Concetti Chiave
- Catilina progettò un'insurrezione armata per ottenere il potere, mirando all'eliminazione di Cicerone e all'occupazione di Roma con un esercito di strati sociali umili.
- Cicerone rivelò l'esistenza della congiura al Senato il 21 ottobre del 63 a.C. con l'orazione nota come Prima Catilinaria.
- Dopo la scoperta della congiura, Catilina fuggì a Fiesole, mentre i suoi congiurati rimanenti a Roma tentarono un'azione armata il 17 dicembre.
- I congiurati catturati a Roma furono condannati a morte senza diritto di appello, contravvenendo a una regola fondamentale della Costituzione repubblicana.

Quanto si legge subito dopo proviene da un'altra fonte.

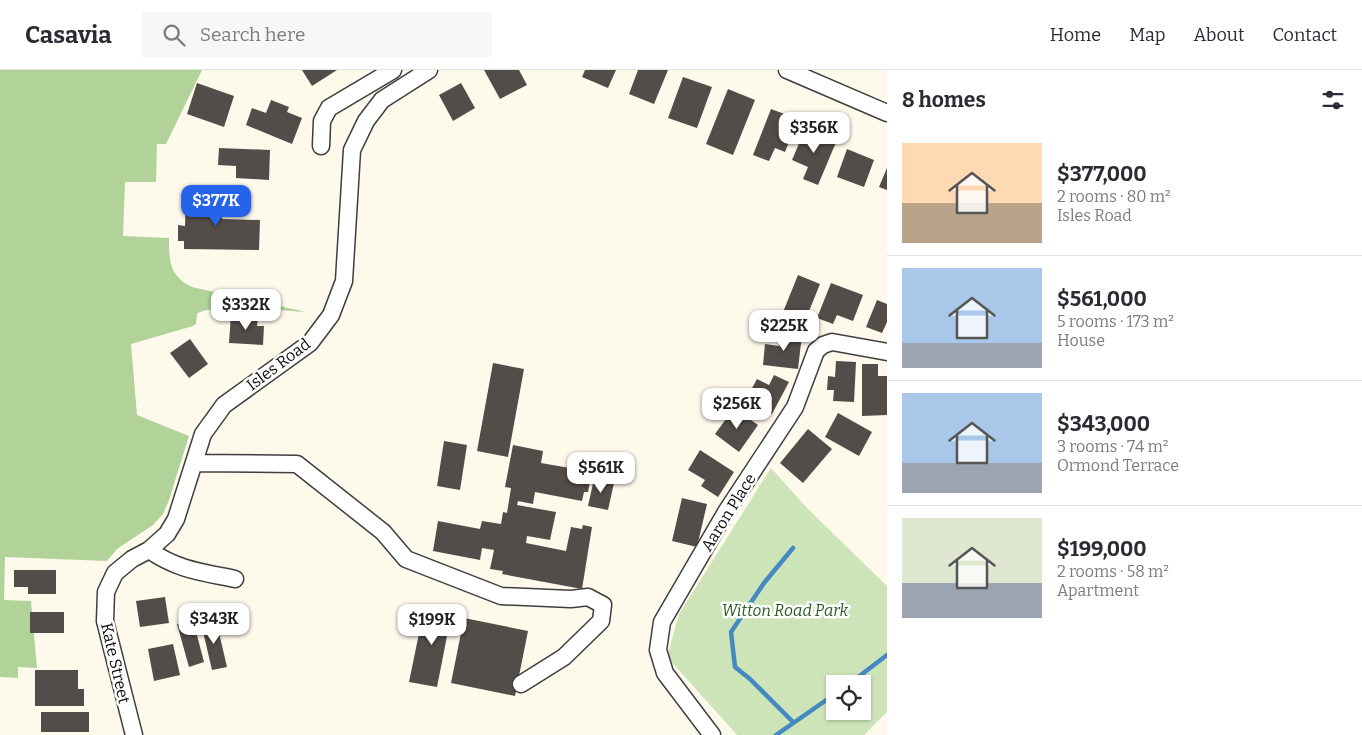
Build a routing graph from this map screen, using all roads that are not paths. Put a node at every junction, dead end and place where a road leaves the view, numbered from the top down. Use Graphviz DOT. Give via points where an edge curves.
graph roads {
  1 [pos="394,70"];
  2 [pos="430,70"];
  3 [pos="787,70"];
  4 [pos="887,113"];
  5 [pos="321,146"];
  6 [pos="887,352"];
  7 [pos="194,463"];
  8 [pos="149,550"];
  9 [pos="235,579"];
  10 [pos="521,684"];
  11 [pos="134,735"];
  12 [pos="712,735"];
  1 -- 5 [label="street" via="330,108 322,121"];
  2 -- 7 [label="street, Isles Road" via="382,100 352,150 344,281 331,315 310,343 224,405 203,434"];
  3 -- 4 [label="street"];
  6 -- 12 [label="street, Aaron Place" via="832,342 816,351 795,407 726,512 662,622 658,650 664,673"];
  7 -- 8 [label="street, Isles Road" via="176,520 167,534"];
  7 -- 10 [label="street" via="297,464 383,532 406,559 501,596 588,597 603,605 601,621 564,657"];
  8 -- 9 [label="street" via="171,564"];
  8 -- 11 [label="street, Kate Street" via="115,573 106,592 105,621"];
}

- Catilina morì nella battaglia di Pistoia nel gennaio del 62 a.C., affrontando coraggiosamente l'esercito consolare insieme ai suoi seguaci.
Il piano di Catilina
Disperando ormai di poter giungere al potere legalmente, Catilina cominciò a pensare a un’insurrezione armata. Oltre all’eliminazione di Cicerone, il suo progetto prevedeva una serie di azioni terroristiche e la successiva occupazione di Roma per mano di un esercito formato da persone facenti parte degli strati più umili della società romana (sottoproletariato urbano, braccianti stagionali, artigiani e persino schiavi).
La scoperta della congiura
Successivamente Cicerone venne a conoscenza della congiura odita da Catilina e nella seduta del 21 ottobre del 63 a.C ne svelò l’esistenza in Senato, pronunciando l’orazione nota come Prima Catilinaria che esordiva con la storica frase: "Quo usque tandem, Catilina, abutersi patentia nostra? (“Fino a quando, Catilina, abuserai della nostra pazienza?”).
La fuga e la sconfitta
L’8 novembre Catilina fu dunque costretto a lasciare la città e si rifugiò a Fiesole, dove si trovavano le sue truppe; i congiurati rimasti a Roma però non rinunciarono al progetto e decisero però di imbracciare comunque le armi il successivo 17 dicembre. Ma anche questa volta la notizia trapelò prima che i congiurati passassero all’azione ed essi furono arrestati e condannati a morte senza diritto di appello: questa procedura contraddiceva una delle regole fondamentali della Costituzione repubblicana secondo la quale contro le sentenze capitali si poteva fare appello al popolo.
Solamente Cesare, in Senato, alzò la voce per chiedere che non venisse compiuta questa gravissima illegalità e che la condanna capitale venisse commutata nella pena dell’esilio e della confisca dei beni, ma non fu ascoltato. I congiurati catturati a Roma furono quindi messi a morte e poco dopo, nel gennaio del 62 a.C, coloro che s erano rifugiati in Etruria furono sconfitti nella battaglia di Pistoia: qui morì lo stesso Catilina, da valoroso, come molti dei suoi seguaci che tennero testa sino all’ultimo all’assalto dell’esercito consolare.
Domande da interrogazione
- Qual era il piano di Catilina per ottenere il potere?
- Come venne scoperta la congiura di Catilina?
- Quali furono le conseguenze per i congiurati di Catilina?
Catilina progettava un’insurrezione armata, che prevedeva l’eliminazione di Cicerone e una serie di azioni terroristiche, con l’occupazione di Roma da parte di un esercito composto da strati umili della società romana (sottoproletariato urbano, braccianti, artigiani e schiavi).
Cicerone scoprì la congiura e, il 21 ottobre del 63 a.C., la rivelò in Senato con la sua orazione nota come Prima Catilinaria, iniziando con la celebre frase: "Quo usque tandem, Catilina, abutersi patentia nostra?".
Dopo la fuga di Catilina, i congiurati rimanenti a Roma furono arrestati e condannati a morte senza diritto di appello, contravvenendo a una regola fondamentale della Costituzione repubblicana. Cesare chiese una pena meno severa, ma non fu ascoltato, e i congiurati furono giustiziati.